EXERCISE GOAL: Scan the lines below for "school" and copy the matches.

- - - -

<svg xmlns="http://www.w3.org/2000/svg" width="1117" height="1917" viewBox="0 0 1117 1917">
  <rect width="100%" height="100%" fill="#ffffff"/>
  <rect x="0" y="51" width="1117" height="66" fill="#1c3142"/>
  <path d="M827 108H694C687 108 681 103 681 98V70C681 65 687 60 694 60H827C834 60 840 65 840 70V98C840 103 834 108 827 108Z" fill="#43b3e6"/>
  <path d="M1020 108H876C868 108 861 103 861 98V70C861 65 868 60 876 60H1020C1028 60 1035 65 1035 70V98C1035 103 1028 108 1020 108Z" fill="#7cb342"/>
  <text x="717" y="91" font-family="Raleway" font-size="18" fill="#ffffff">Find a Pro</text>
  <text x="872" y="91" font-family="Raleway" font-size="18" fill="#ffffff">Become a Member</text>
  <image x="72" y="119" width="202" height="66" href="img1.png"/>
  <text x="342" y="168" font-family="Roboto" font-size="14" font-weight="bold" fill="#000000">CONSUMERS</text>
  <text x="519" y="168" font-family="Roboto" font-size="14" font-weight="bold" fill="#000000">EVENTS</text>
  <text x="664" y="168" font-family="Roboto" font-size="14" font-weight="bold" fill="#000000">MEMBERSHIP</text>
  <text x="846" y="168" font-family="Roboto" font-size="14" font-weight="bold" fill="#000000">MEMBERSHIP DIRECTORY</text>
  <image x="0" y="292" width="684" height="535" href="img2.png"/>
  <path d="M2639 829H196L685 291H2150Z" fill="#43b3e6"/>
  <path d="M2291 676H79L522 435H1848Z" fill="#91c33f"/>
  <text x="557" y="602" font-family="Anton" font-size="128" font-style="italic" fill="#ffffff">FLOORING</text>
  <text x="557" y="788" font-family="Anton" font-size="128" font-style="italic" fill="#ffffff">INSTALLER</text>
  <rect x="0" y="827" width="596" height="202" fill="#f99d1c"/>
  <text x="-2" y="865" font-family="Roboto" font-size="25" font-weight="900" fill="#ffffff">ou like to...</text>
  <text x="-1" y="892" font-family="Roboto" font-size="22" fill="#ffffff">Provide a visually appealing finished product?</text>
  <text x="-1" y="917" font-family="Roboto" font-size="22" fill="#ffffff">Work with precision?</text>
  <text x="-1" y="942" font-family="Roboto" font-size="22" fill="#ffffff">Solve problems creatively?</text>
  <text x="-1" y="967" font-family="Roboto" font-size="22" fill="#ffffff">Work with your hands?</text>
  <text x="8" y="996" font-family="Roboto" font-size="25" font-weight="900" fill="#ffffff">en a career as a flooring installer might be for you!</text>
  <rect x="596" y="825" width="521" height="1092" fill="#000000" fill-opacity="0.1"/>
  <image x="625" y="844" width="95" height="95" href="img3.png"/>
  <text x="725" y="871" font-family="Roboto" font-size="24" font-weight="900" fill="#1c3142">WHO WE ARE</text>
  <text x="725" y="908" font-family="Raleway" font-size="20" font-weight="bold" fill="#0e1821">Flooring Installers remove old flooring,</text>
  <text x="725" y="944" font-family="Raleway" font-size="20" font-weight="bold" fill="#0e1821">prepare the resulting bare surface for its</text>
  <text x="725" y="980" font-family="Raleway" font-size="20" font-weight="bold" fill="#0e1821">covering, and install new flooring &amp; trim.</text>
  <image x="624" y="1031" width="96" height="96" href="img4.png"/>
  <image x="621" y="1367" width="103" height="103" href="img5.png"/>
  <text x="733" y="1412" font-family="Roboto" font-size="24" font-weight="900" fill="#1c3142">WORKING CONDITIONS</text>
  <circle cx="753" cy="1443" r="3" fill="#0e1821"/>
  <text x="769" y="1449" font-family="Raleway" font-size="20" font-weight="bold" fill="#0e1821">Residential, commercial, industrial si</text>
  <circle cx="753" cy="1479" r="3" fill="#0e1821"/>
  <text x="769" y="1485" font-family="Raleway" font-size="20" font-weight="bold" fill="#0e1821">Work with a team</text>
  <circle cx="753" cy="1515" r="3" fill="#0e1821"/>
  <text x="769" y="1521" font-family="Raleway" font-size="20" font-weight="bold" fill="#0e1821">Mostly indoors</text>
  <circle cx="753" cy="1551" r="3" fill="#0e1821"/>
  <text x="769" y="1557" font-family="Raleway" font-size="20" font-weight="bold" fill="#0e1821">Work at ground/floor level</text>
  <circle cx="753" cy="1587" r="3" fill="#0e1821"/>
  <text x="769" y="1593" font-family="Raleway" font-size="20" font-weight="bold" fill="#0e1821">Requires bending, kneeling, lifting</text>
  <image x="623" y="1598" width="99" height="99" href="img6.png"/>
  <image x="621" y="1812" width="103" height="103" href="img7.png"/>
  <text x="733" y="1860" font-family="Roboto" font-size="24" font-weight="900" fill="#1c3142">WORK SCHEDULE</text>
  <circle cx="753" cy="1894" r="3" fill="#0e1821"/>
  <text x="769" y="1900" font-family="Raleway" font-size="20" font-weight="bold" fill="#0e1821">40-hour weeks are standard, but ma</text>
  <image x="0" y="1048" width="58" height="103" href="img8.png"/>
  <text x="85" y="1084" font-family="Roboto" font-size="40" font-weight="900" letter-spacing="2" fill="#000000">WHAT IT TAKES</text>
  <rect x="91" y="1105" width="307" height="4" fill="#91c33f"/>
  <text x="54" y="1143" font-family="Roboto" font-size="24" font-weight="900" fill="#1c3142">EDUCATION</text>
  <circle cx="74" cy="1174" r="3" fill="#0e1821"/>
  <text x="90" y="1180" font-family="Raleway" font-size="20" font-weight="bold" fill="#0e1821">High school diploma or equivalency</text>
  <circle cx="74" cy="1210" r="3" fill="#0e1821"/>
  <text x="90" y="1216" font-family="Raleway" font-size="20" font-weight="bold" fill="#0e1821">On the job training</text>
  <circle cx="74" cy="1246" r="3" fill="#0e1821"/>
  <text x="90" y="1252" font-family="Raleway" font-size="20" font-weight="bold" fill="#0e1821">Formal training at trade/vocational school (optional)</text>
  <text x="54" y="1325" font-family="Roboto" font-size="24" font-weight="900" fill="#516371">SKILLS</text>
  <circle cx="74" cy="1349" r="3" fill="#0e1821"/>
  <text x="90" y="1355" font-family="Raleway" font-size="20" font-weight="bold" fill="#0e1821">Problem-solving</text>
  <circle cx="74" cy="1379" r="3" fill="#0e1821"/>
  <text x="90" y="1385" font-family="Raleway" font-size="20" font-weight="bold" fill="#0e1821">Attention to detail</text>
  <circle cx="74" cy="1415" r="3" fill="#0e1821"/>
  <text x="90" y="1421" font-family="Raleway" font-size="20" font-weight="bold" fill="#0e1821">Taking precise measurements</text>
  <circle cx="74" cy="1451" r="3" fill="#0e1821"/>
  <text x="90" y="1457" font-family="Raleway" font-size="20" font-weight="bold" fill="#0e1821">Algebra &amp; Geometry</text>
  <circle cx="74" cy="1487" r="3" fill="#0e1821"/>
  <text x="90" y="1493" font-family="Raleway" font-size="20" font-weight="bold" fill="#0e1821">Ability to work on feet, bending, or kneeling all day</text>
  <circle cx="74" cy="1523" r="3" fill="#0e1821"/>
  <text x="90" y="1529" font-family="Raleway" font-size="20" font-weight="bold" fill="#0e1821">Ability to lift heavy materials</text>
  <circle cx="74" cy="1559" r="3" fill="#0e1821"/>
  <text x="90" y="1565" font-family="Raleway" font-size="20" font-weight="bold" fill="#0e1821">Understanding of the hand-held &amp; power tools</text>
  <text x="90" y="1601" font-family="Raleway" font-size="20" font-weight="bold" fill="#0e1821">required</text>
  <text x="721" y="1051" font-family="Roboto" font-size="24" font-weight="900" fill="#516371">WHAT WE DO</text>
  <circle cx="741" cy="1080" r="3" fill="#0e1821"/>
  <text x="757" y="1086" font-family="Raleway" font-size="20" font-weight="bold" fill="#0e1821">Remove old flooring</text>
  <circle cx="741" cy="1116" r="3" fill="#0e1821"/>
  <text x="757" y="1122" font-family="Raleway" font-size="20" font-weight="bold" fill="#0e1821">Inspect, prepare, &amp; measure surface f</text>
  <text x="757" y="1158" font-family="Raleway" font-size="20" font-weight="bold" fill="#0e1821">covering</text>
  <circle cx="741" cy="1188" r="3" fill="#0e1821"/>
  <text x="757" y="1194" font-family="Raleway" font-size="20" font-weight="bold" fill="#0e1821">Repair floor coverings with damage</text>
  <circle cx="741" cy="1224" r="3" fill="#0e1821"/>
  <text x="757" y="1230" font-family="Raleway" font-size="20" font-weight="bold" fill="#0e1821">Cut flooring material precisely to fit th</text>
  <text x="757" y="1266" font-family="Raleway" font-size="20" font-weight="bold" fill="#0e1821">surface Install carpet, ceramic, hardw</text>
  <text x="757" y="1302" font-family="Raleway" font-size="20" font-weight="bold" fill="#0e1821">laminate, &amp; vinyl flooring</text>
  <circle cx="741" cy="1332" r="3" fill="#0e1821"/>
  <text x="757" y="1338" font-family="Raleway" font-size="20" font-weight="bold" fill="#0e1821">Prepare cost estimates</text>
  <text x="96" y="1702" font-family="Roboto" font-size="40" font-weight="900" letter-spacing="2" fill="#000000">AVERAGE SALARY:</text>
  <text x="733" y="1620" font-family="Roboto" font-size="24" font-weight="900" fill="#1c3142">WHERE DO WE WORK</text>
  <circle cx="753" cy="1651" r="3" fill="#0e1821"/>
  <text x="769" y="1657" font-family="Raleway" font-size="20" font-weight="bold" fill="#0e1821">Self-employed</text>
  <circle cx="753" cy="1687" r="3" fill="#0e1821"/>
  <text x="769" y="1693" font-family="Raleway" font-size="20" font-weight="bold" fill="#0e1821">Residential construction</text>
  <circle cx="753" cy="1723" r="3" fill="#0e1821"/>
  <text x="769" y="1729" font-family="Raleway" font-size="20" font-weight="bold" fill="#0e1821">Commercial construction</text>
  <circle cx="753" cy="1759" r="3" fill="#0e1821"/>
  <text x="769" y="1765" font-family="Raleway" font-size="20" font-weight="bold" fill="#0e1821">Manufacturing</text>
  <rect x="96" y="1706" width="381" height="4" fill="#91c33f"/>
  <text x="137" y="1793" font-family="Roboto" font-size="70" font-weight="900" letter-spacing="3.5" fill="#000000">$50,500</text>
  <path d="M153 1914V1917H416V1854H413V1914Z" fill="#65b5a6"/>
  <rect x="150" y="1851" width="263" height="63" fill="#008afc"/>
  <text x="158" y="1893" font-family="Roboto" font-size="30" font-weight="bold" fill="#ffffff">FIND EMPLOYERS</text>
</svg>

- - - -

ANSWER TO THE PROBLEM:
  <text x="90" y="1180" font-family="Raleway" font-size="20" font-weight="bold" fill="#0e1821">High school diploma or equivalency</text>
  <text x="90" y="1252" font-family="Raleway" font-size="20" font-weight="bold" fill="#0e1821">Formal training at trade/vocational school (optional)</text>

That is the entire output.